LISTED ENTRIES:

_ _ _ _ _ _ _

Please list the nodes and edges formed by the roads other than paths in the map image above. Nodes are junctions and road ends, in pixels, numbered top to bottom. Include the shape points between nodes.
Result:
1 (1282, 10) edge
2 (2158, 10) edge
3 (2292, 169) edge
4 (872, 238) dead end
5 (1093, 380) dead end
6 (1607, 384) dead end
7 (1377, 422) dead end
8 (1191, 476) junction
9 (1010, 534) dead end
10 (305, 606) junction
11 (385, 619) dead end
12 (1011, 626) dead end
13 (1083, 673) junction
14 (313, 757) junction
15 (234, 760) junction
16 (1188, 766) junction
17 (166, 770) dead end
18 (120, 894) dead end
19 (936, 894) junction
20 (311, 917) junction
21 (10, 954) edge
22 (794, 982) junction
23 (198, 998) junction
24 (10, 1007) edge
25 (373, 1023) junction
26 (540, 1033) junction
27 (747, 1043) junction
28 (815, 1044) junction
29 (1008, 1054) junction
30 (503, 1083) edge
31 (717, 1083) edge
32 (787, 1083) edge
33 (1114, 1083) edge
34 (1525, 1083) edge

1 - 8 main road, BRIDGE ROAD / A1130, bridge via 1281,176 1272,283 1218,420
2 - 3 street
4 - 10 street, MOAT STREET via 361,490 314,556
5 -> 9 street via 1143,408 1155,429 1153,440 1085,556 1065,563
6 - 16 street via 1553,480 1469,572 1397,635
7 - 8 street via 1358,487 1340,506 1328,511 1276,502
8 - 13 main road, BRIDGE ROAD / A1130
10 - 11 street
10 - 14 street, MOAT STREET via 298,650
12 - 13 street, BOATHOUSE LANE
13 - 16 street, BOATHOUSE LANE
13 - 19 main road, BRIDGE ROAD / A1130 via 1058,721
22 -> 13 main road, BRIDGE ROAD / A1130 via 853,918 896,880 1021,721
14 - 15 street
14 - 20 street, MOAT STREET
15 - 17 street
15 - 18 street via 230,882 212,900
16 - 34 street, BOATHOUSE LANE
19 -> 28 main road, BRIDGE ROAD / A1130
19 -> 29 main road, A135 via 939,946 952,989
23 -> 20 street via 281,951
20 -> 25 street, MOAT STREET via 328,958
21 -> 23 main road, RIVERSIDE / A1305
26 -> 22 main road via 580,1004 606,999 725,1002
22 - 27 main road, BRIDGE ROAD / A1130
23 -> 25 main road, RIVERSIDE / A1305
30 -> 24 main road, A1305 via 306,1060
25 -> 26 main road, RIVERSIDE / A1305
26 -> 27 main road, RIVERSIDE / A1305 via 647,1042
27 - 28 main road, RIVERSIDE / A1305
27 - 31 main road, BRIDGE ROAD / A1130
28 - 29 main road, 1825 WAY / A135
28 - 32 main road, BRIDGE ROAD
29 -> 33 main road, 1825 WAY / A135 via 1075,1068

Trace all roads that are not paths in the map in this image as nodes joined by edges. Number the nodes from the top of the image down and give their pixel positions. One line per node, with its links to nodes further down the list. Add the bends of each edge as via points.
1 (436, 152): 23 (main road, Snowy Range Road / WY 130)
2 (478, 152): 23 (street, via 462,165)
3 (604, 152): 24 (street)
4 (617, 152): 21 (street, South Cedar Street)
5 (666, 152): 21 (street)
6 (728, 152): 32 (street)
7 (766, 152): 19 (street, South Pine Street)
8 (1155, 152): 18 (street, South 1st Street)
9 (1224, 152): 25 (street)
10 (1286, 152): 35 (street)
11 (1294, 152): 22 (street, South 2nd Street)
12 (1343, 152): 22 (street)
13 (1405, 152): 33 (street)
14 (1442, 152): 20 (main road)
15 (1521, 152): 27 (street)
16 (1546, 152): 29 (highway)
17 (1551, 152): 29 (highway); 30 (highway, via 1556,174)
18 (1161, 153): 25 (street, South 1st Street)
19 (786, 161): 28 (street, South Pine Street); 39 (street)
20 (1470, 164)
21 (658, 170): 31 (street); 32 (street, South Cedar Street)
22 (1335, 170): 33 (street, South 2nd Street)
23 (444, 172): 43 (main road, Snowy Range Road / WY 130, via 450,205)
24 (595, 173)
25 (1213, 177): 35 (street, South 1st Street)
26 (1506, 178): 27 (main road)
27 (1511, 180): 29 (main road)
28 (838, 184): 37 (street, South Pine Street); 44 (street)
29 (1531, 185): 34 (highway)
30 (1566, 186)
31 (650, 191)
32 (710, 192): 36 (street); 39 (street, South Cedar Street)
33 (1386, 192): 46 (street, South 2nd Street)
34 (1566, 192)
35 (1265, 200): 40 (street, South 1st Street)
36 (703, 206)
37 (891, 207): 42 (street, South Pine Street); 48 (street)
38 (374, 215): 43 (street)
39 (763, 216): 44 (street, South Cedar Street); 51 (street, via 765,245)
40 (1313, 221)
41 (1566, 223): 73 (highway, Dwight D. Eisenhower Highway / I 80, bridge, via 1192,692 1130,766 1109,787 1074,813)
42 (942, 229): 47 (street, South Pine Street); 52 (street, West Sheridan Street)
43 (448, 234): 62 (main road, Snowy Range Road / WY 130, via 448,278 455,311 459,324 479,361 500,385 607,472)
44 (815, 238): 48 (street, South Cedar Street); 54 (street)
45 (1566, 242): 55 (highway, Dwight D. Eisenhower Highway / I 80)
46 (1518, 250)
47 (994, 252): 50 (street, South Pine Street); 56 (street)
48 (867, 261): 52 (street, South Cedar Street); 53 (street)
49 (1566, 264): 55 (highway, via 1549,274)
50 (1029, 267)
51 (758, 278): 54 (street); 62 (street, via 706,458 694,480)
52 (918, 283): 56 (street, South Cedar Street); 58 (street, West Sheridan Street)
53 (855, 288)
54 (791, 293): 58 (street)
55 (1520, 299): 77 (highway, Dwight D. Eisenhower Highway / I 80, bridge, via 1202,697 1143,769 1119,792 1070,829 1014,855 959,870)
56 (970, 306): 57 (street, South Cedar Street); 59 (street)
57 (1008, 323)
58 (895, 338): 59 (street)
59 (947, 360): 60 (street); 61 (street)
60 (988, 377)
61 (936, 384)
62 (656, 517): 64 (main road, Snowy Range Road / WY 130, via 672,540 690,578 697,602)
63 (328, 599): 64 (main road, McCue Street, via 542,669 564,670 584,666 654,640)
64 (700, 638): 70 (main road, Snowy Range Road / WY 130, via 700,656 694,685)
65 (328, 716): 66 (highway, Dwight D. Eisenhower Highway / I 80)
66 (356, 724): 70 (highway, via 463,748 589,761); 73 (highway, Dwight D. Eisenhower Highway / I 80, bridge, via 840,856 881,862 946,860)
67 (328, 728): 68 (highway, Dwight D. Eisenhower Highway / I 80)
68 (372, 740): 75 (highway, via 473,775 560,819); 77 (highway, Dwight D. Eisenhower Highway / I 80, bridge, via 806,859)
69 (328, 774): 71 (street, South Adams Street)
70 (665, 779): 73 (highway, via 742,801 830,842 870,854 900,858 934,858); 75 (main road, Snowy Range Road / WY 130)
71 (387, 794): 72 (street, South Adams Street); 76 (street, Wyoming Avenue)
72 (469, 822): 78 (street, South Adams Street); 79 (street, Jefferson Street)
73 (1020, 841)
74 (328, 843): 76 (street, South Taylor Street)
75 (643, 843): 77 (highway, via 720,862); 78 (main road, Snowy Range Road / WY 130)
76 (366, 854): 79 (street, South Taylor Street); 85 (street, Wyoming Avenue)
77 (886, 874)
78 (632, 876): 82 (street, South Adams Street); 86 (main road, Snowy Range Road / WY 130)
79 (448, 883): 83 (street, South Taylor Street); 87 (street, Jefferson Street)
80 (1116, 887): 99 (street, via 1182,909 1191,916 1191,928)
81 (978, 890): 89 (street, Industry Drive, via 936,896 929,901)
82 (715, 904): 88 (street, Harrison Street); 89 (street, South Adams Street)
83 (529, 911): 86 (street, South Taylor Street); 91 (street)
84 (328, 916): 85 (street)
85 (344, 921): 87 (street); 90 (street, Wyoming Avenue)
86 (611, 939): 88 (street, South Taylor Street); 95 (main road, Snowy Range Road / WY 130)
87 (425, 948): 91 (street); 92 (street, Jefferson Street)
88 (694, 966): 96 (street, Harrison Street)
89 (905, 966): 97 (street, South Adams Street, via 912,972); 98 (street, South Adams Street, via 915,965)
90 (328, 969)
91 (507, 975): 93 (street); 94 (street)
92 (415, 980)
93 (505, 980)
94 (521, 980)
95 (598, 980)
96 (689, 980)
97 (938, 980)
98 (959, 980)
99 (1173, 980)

_ _ _ _ _ _ _

PROBLEM: Line count for "Jefferson": state how many lines of the records contain it, and give only the number.

EXERCISE RESPONSE: 3